[Stored data entries]
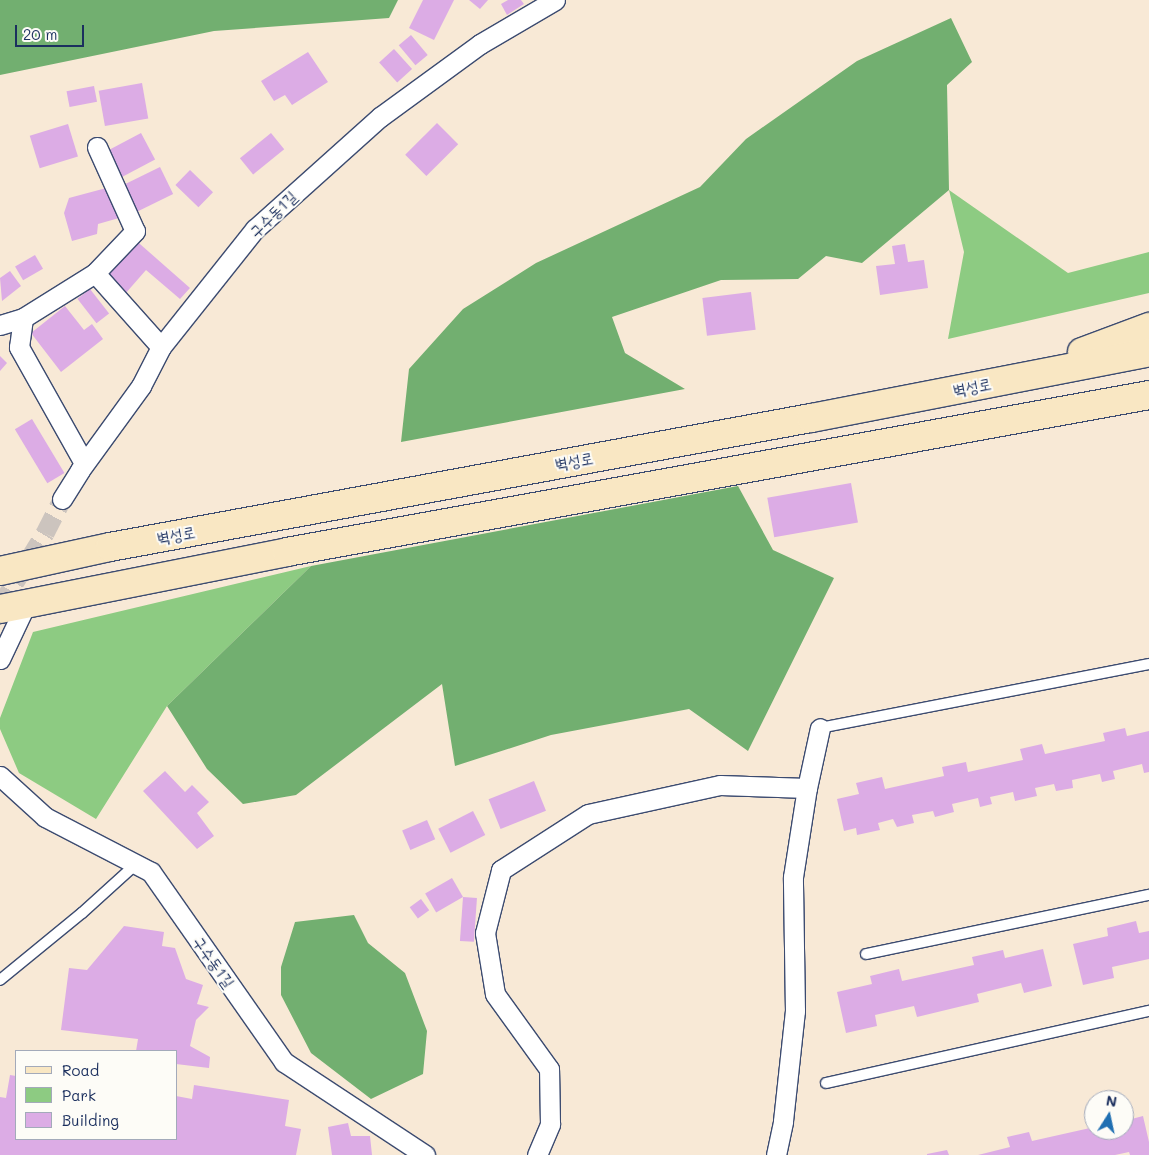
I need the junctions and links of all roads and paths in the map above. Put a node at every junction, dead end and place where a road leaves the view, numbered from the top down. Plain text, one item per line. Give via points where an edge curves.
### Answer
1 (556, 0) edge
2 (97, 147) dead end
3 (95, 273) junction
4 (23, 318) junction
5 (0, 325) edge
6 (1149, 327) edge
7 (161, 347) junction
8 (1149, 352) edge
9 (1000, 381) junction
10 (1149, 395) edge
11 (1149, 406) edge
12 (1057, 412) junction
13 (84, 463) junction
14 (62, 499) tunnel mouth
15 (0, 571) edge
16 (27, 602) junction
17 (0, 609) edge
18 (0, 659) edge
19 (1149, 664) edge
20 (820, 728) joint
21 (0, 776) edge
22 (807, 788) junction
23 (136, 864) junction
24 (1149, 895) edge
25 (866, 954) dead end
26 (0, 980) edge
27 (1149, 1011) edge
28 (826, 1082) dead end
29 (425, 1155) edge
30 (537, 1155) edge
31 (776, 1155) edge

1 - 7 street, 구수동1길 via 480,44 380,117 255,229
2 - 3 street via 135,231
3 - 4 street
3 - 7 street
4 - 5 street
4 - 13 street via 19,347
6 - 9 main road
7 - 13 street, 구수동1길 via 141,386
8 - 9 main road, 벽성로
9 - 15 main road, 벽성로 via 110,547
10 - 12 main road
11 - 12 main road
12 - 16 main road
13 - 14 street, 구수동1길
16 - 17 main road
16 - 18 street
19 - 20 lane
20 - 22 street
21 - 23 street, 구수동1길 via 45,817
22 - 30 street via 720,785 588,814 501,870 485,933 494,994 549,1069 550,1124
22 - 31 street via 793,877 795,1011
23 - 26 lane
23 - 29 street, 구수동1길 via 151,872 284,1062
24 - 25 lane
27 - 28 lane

**Your objective:**
Your copy should match the records word for word, with the pictures removed.

**Answer to this task:**
I need the junctions and links of all roads and paths in the map above. Put a node at every junction, dead end and place where a road leaves the view, numbered from the top down. Plain text, one item per line. Give via points where an edge curves.
### Answer
1 (556, 0) edge
2 (97, 147) dead end
3 (95, 273) junction
4 (23, 318) junction
5 (0, 325) edge
6 (1149, 327) edge
7 (161, 347) junction
8 (1149, 352) edge
9 (1000, 381) junction
10 (1149, 395) edge
11 (1149, 406) edge
12 (1057, 412) junction
13 (84, 463) junction
14 (62, 499) tunnel mouth
15 (0, 571) edge
16 (27, 602) junction
17 (0, 609) edge
18 (0, 659) edge
19 (1149, 664) edge
20 (820, 728) joint
21 (0, 776) edge
22 (807, 788) junction
23 (136, 864) junction
24 (1149, 895) edge
25 (866, 954) dead end
26 (0, 980) edge
27 (1149, 1011) edge
28 (826, 1082) dead end
29 (425, 1155) edge
30 (537, 1155) edge
31 (776, 1155) edge

1 - 7 street, 구수동1길 via 480,44 380,117 255,229
2 - 3 street via 135,231
3 - 4 street
3 - 7 street
4 - 5 street
4 - 13 street via 19,347
6 - 9 main road
7 - 13 street, 구수동1길 via 141,386
8 - 9 main road, 벽성로
9 - 15 main road, 벽성로 via 110,547
10 - 12 main road
11 - 12 main road
12 - 16 main road
13 - 14 street, 구수동1길
16 - 17 main road
16 - 18 street
19 - 20 lane
20 - 22 street
21 - 23 street, 구수동1길 via 45,817
22 - 30 street via 720,785 588,814 501,870 485,933 494,994 549,1069 550,1124
22 - 31 street via 793,877 795,1011
23 - 26 lane
23 - 29 street, 구수동1길 via 151,872 284,1062
24 - 25 lane
27 - 28 lane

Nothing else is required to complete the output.